Recommendations & Outlook

For Government & Public Agencies: The overriding priority must be to maintain fiscal credibility. (Scenario-based assumption: The government will pursue the 'Fiscal Prudence & Stagnation' path as the most politically and economically viable). Focus must shift from large-scale spending announcements to high-impact, low-cost supply-side reforms. A radical overhaul of the UK's planning system to accelerate infrastructure and housing delivery would be the single most effective policy for boosting long-term growth. Public bodies must prepare for a multi-year period of flat or declining real-terms budgets and prioritize ruthless efficiency.

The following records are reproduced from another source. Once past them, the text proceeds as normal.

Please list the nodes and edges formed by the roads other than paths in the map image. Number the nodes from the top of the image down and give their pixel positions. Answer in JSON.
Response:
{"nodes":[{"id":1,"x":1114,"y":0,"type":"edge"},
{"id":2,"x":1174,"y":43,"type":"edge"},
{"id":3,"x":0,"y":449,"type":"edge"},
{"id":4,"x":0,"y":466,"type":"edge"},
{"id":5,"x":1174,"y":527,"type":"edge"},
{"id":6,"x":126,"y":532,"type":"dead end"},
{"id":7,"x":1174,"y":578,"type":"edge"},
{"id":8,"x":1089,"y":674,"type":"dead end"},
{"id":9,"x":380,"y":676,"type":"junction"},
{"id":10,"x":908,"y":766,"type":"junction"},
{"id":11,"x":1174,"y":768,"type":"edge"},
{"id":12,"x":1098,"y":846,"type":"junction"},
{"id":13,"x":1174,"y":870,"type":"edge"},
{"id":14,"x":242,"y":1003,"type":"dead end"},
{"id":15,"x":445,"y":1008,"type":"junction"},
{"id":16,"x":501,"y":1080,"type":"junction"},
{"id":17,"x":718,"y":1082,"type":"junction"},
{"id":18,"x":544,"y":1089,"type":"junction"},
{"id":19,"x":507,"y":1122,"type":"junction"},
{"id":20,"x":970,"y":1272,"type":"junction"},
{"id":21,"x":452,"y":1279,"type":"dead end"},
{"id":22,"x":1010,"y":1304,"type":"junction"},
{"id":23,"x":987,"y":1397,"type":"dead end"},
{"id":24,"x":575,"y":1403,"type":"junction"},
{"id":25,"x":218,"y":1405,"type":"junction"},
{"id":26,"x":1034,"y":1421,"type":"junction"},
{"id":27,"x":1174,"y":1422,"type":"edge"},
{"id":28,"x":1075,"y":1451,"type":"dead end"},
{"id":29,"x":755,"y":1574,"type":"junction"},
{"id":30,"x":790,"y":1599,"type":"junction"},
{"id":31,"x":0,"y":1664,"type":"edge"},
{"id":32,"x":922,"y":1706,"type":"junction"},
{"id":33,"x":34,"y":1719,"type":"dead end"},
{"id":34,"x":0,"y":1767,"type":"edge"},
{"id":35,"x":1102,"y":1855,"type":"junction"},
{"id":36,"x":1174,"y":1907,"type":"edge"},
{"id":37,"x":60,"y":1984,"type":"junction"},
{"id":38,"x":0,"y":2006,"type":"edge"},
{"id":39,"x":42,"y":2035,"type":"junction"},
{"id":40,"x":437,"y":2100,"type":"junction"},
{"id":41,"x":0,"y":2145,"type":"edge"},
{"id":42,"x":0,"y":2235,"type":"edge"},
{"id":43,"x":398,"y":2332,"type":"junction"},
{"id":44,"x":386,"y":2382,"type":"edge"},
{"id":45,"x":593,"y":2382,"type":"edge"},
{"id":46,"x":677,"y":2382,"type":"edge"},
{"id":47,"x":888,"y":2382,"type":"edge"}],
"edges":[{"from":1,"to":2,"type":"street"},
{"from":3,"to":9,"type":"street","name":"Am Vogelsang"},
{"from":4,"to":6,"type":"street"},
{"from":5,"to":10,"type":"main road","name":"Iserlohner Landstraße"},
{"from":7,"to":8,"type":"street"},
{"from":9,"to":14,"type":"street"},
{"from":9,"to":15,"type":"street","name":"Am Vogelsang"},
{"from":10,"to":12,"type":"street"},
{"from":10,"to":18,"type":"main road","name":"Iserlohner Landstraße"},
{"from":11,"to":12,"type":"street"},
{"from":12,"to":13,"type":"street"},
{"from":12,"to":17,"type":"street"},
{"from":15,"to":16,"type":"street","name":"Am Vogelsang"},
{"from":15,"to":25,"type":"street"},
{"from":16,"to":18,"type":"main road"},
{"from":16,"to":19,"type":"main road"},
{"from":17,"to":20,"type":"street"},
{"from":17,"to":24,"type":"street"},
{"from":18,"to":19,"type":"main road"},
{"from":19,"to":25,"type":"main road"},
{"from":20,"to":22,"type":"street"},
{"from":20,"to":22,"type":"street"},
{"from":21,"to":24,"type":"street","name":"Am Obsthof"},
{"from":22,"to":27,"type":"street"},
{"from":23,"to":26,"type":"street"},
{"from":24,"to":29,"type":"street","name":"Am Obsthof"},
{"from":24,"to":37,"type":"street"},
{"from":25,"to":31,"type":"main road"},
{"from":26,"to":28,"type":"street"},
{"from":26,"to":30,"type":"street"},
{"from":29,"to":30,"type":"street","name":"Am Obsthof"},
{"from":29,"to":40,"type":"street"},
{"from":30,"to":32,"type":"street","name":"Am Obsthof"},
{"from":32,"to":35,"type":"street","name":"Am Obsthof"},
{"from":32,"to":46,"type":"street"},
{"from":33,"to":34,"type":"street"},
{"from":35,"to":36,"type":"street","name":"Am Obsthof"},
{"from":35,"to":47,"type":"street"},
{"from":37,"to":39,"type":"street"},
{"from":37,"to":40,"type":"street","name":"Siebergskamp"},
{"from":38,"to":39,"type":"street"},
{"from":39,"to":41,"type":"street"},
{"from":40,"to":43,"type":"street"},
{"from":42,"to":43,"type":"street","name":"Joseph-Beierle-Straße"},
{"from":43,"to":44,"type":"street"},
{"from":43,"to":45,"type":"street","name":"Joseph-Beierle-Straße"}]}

For Infrastructure & Large-Cap Industry Actors: Stress-test business models against a scenario of delayed or cancelled public contracts. Diversify revenue streams towards privately funded projects and international markets. Engage with the government to co-finance critical infrastructure through public-private partnerships. CFOs should revise UK revenue forecasts downwards and implement rigorous cost-control measures.

Outlook: The OBR's forecast confirms the UK is in a fiscally constrained, low-growth environment for the medium term. There are no easy solutions. The political cycle will create pressure for short-term remedies, but the underlying challenge is structural: a decade of near-stagnant productivity. (Scenario-based assumption: Without a sustained focus on politically difficult supply-side reforms, the UK will struggle to break out of the 1.5% growth trajectory). The outlook is one of challenging trade-offs, where every pound of new spending or tax cuts will require a corresponding, and likely painful, saving elsewhere. Stability and predictability will be valued above all else by markets and businesses.